- [What the exercise asks]:
What lines in the records below include the word "Bluffton"? Return each one.

Start of Recorded information

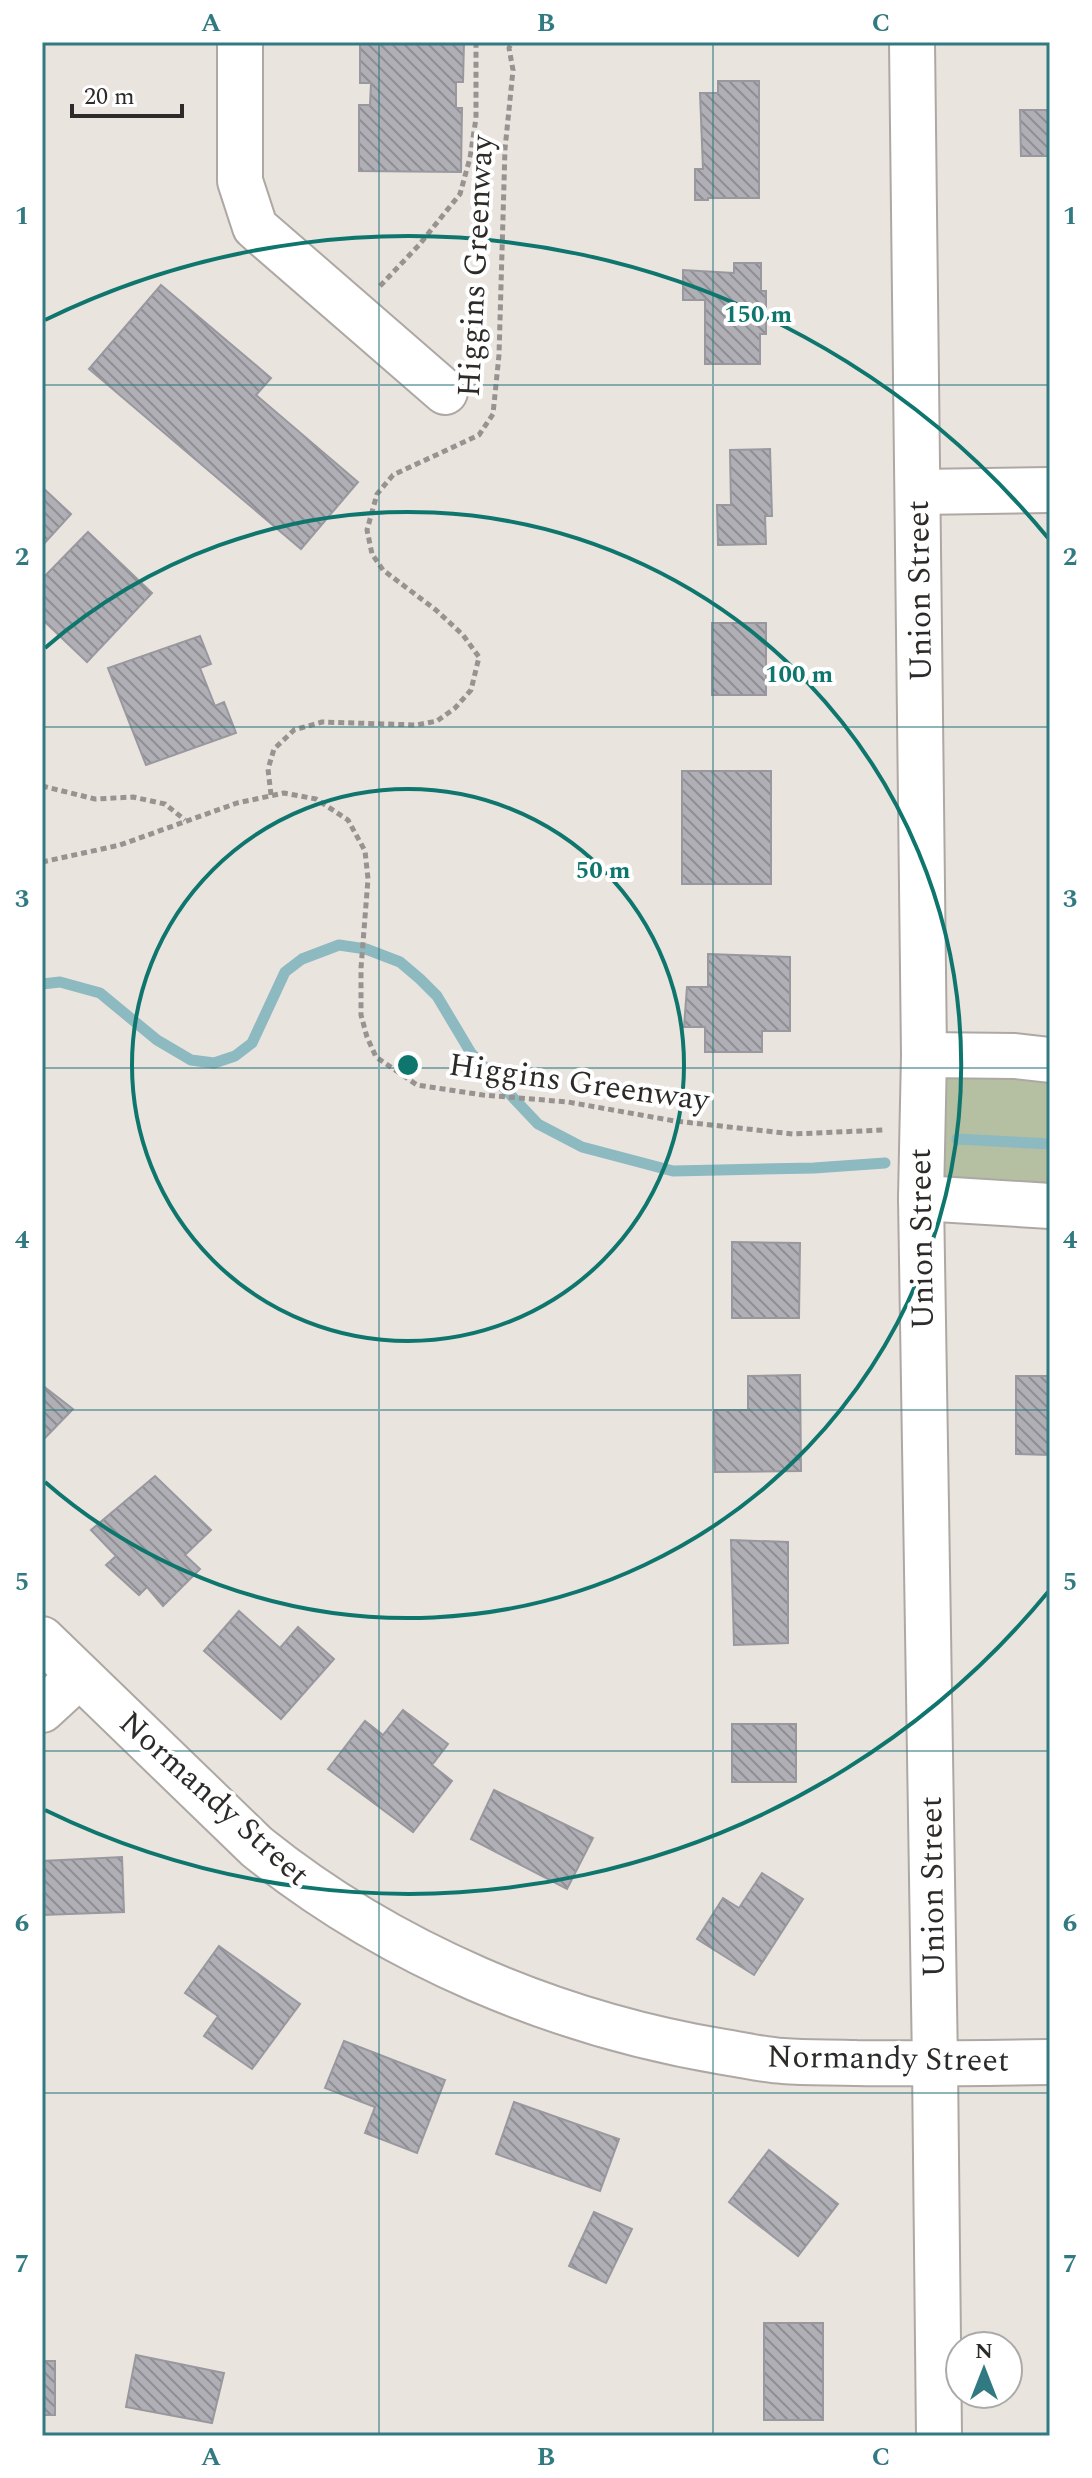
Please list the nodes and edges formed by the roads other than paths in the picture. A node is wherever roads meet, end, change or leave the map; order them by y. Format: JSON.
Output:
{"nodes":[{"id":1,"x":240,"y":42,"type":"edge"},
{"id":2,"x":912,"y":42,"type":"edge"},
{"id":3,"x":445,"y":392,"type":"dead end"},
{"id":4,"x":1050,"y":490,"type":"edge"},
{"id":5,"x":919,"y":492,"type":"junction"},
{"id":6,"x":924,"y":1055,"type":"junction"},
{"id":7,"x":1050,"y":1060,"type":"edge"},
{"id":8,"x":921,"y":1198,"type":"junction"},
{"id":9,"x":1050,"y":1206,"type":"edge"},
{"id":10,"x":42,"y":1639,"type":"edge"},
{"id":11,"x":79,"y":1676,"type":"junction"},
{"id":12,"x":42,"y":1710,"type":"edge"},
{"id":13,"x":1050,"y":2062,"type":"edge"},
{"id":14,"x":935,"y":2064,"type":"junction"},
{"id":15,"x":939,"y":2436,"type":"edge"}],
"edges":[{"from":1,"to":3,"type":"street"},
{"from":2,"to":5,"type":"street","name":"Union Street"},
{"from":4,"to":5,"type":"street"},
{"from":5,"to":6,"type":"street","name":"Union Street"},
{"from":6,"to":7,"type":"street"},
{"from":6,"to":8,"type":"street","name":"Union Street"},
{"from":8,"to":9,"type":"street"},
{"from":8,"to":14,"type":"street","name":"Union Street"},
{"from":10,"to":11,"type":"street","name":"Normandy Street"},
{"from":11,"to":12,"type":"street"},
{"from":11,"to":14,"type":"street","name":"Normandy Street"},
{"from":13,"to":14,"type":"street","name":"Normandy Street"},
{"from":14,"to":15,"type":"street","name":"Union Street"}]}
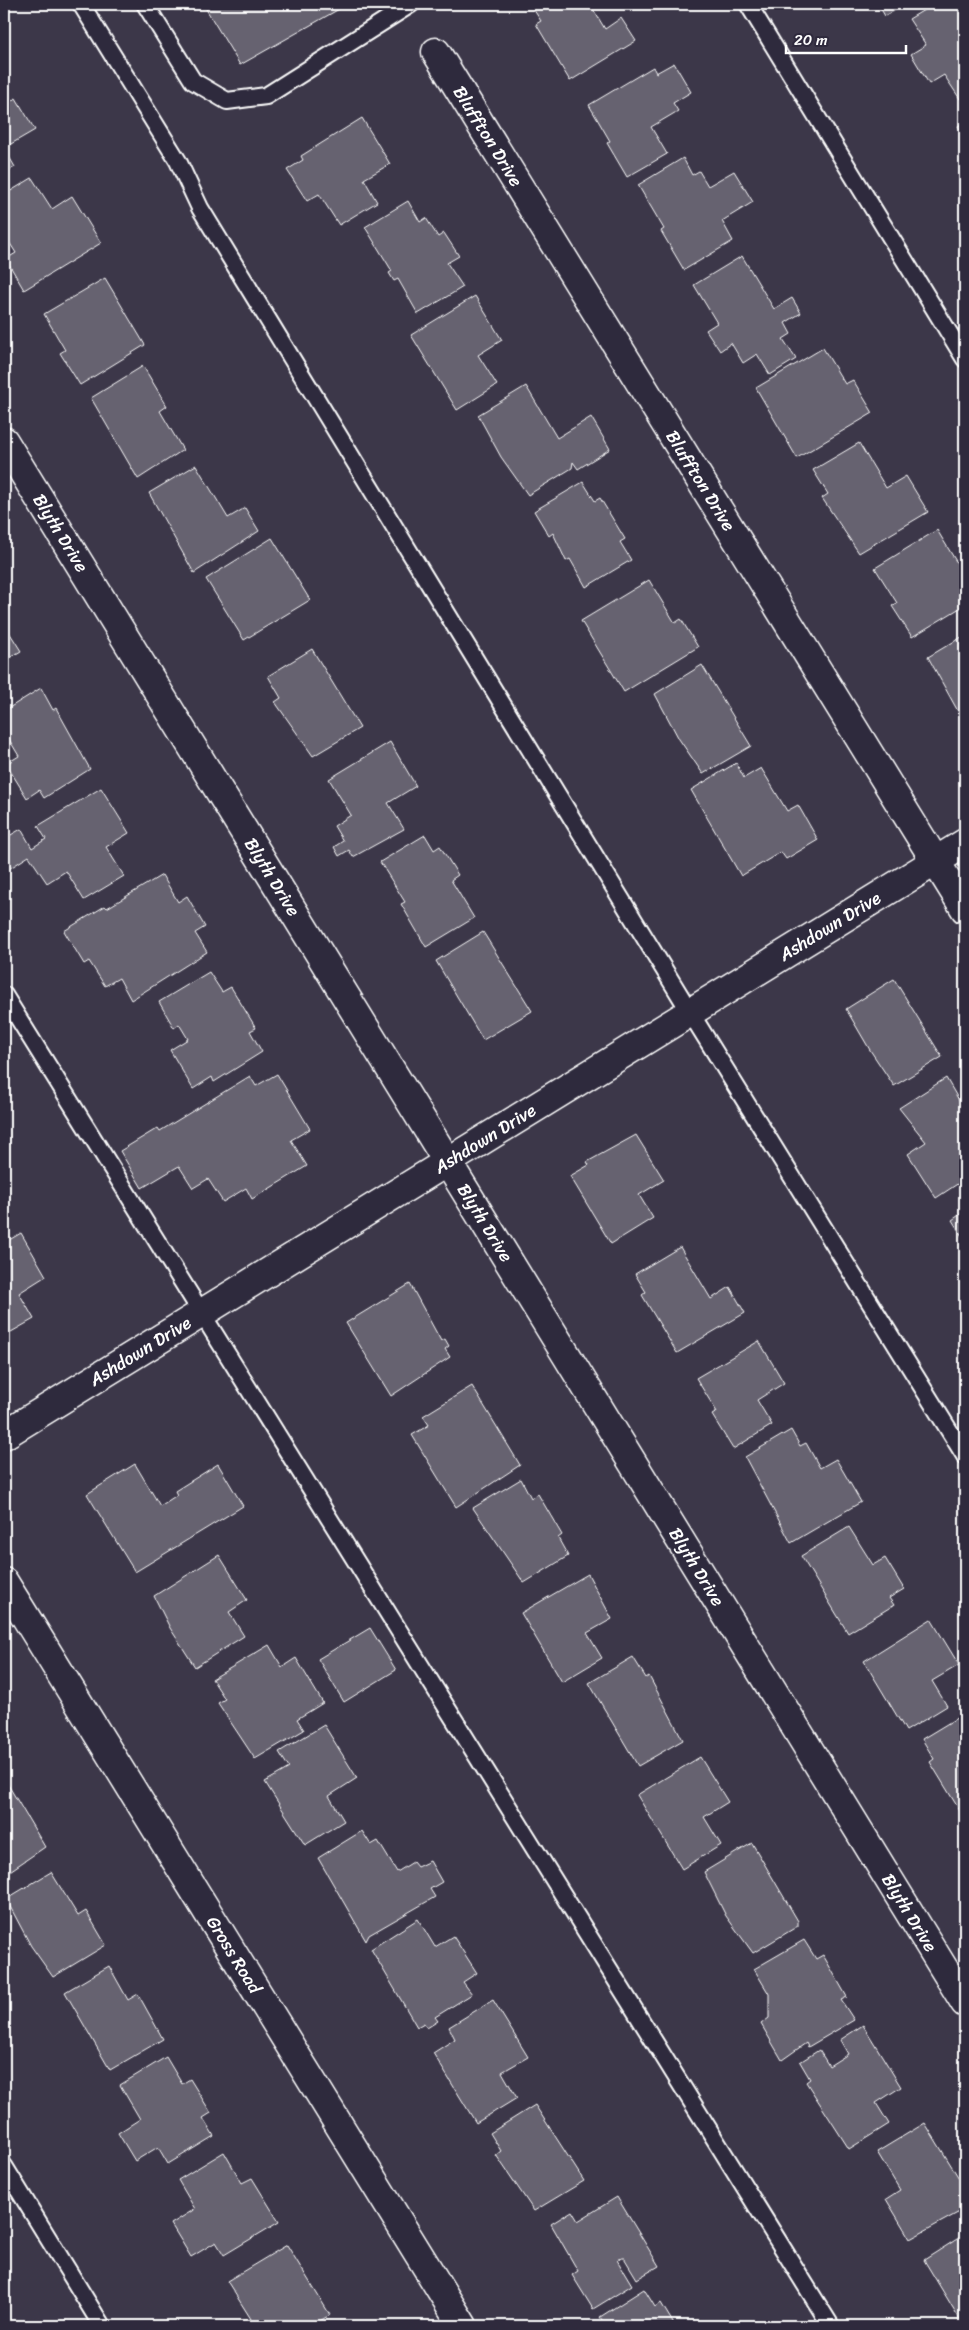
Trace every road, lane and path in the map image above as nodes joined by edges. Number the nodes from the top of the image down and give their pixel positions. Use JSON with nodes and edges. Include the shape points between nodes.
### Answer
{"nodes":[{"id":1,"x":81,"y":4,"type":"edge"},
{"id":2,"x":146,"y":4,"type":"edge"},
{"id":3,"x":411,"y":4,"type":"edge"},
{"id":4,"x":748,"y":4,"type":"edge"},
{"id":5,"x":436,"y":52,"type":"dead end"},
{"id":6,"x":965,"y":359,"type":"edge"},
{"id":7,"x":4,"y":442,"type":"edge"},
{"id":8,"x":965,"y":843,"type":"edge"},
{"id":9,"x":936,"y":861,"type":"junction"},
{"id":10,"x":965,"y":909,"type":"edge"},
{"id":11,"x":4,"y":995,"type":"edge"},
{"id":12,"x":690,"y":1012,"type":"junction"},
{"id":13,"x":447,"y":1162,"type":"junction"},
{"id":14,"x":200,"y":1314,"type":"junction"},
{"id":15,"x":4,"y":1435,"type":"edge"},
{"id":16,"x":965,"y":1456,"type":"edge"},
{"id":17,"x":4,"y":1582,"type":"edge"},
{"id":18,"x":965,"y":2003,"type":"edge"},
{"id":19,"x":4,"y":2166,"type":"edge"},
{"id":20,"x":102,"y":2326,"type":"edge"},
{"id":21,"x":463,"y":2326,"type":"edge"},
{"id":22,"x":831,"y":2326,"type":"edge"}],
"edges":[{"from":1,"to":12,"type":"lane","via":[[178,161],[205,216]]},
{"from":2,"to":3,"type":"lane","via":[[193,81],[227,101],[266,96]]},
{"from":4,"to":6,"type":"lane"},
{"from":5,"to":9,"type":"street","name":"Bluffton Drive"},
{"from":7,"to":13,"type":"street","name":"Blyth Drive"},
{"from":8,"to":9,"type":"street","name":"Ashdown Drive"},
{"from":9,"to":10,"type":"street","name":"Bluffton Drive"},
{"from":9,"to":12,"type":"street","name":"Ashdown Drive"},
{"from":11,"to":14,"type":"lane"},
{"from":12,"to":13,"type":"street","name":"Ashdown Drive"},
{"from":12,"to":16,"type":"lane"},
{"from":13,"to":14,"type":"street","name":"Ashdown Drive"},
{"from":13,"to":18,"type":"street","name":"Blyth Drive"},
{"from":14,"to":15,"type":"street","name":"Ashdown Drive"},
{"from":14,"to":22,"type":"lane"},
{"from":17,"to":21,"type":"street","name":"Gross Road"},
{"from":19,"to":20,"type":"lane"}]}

End of Recorded information

- [Problem solution]:
{"from":5,"to":9,"type":"street","name":"Bluffton Drive"},
{"from":9,"to":10,"type":"street","name":"Bluffton Drive"},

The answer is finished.